### [What is needed]
Give back the lines below exactly, but do not include any pictures.

Segment Open

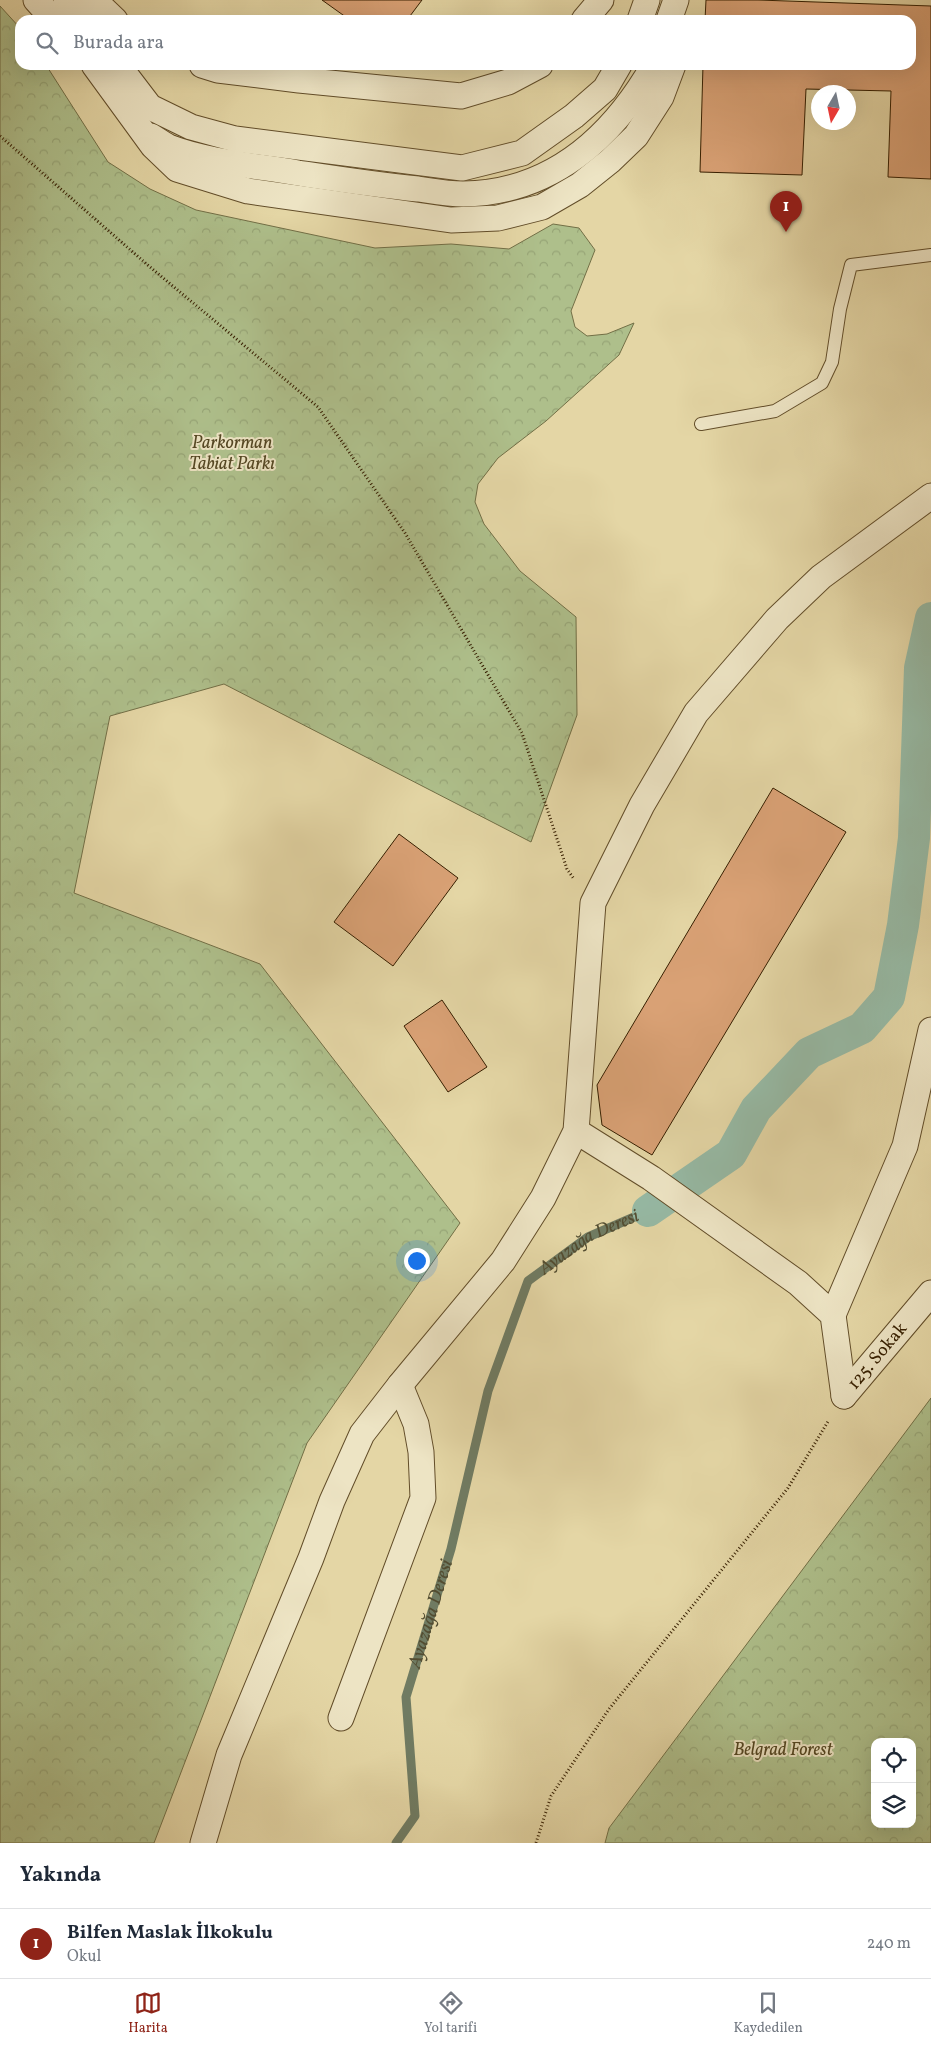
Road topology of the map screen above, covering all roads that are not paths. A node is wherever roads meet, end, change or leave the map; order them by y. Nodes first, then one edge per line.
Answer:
1 (36, 0) edge
2 (66, 0) edge
3 (94, 0) edge
4 (601, 0) edge
5 (647, 0) edge
6 (676, 0) edge
7 (684, 0) edge
8 (50, 15) edge
9 (79, 15) edge
10 (110, 15) edge
11 (588, 15) edge
12 (642, 15) edge
13 (671, 15) edge
14 (682, 15) edge
15 (98, 70) edge
16 (122, 70) edge
17 (218, 70) edge
18 (531, 70) edge
19 (616, 70) edge
20 (651, 70) edge
21 (671, 70) edge
22 (139, 129) junction
23 (931, 255) edge
24 (701, 424) dead end
25 (931, 496) edge
26 (931, 1030) edge
27 (576, 1132) junction
28 (931, 1293) edge
29 (834, 1315) junction
30 (400, 1385) junction
31 (341, 1718) dead end
32 (203, 1843) edge

1 - 8 street
2 - 9 street
3 - 10 street
4 - 11 street
5 - 12 street
6 - 13 street
7 - 14 street
15 - 22 street
16 - 19 street
17 - 18 street
20 - 22 street
21 - 22 street
23 - 24 lane
25 - 27 street
26 - 29 street
27 - 29 street
27 - 30 street
28 - 29 street, 125. Sokak
30 - 31 street
30 - 32 street

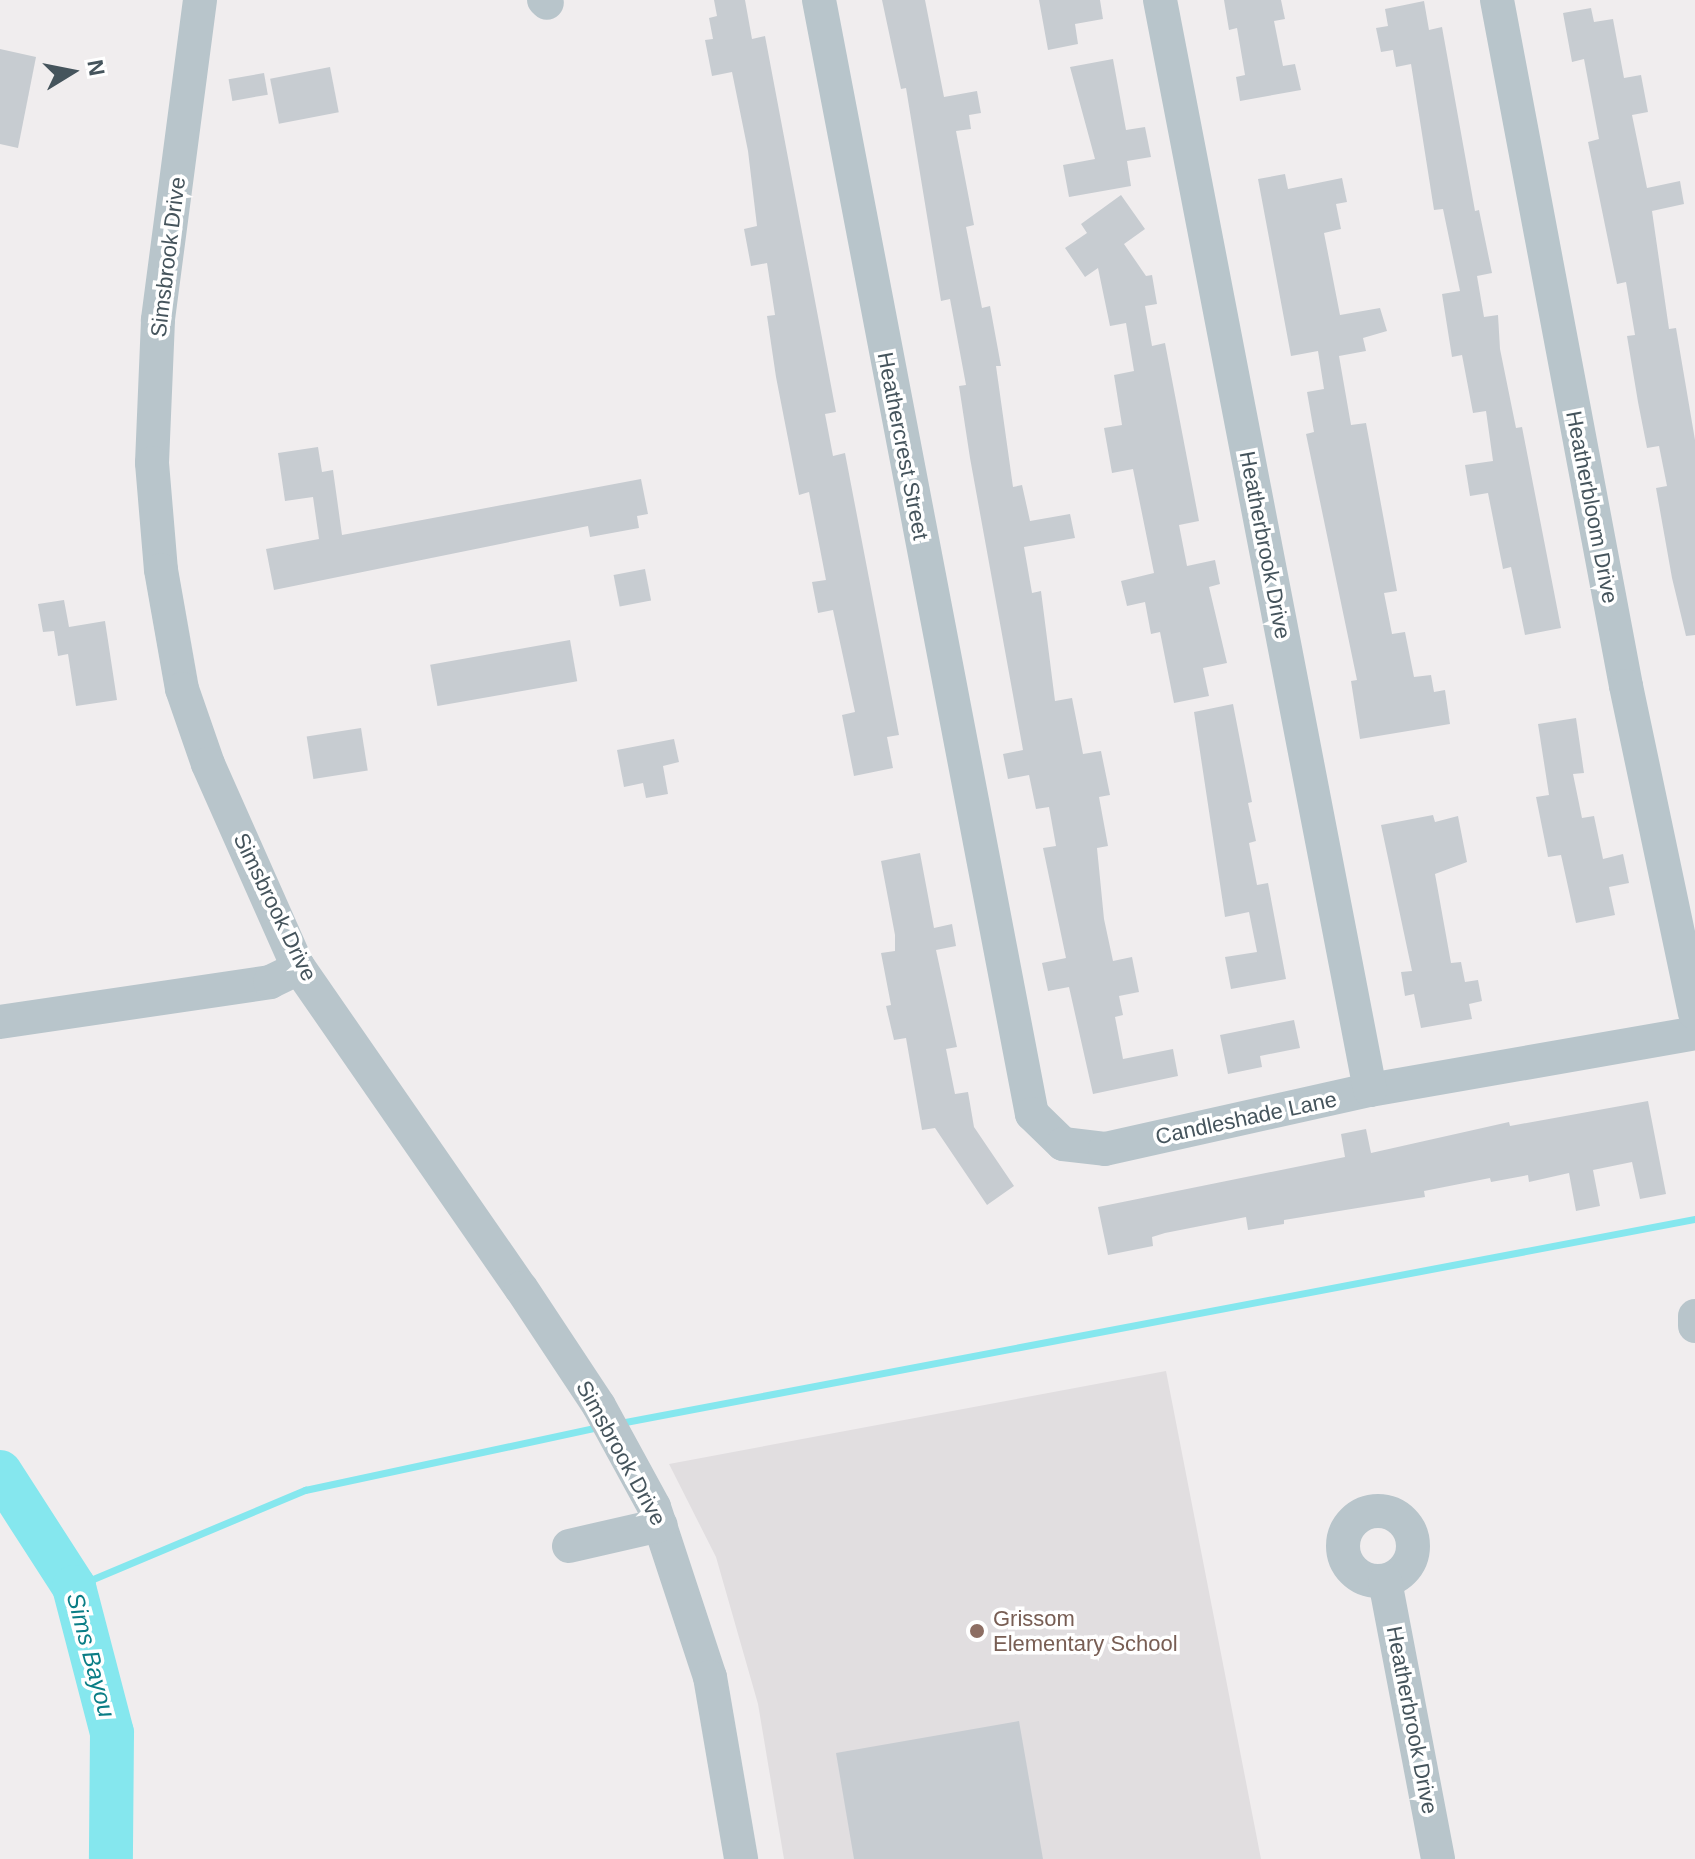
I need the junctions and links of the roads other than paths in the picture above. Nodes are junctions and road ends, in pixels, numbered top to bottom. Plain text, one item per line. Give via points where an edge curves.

Segment Closed

### [Answer section]
Road topology of the map screen above, covering all roads that are not paths. A node is wherever roads meet, end, change or leave the map; order them by y. Nodes first, then one edge per line.
Answer:
1 (36, 0) edge
2 (66, 0) edge
3 (94, 0) edge
4 (601, 0) edge
5 (647, 0) edge
6 (676, 0) edge
7 (684, 0) edge
8 (50, 15) edge
9 (79, 15) edge
10 (110, 15) edge
11 (588, 15) edge
12 (642, 15) edge
13 (671, 15) edge
14 (682, 15) edge
15 (98, 70) edge
16 (122, 70) edge
17 (218, 70) edge
18 (531, 70) edge
19 (616, 70) edge
20 (651, 70) edge
21 (671, 70) edge
22 (139, 129) junction
23 (931, 255) edge
24 (701, 424) dead end
25 (931, 496) edge
26 (931, 1030) edge
27 (576, 1132) junction
28 (931, 1293) edge
29 (834, 1315) junction
30 (400, 1385) junction
31 (341, 1718) dead end
32 (203, 1843) edge

1 - 8 street
2 - 9 street
3 - 10 street
4 - 11 street
5 - 12 street
6 - 13 street
7 - 14 street
15 - 22 street
16 - 19 street
17 - 18 street
20 - 22 street
21 - 22 street
23 - 24 lane
25 - 27 street
26 - 29 street
27 - 29 street
27 - 30 street
28 - 29 street, 125. Sokak
30 - 31 street
30 - 32 street

I need the junctions and links of the roads other than paths in the picture above. Nodes are junctions and road ends, in pixels, numbered top to bottom. Plain text, one item per line. Give via points where an edge curves.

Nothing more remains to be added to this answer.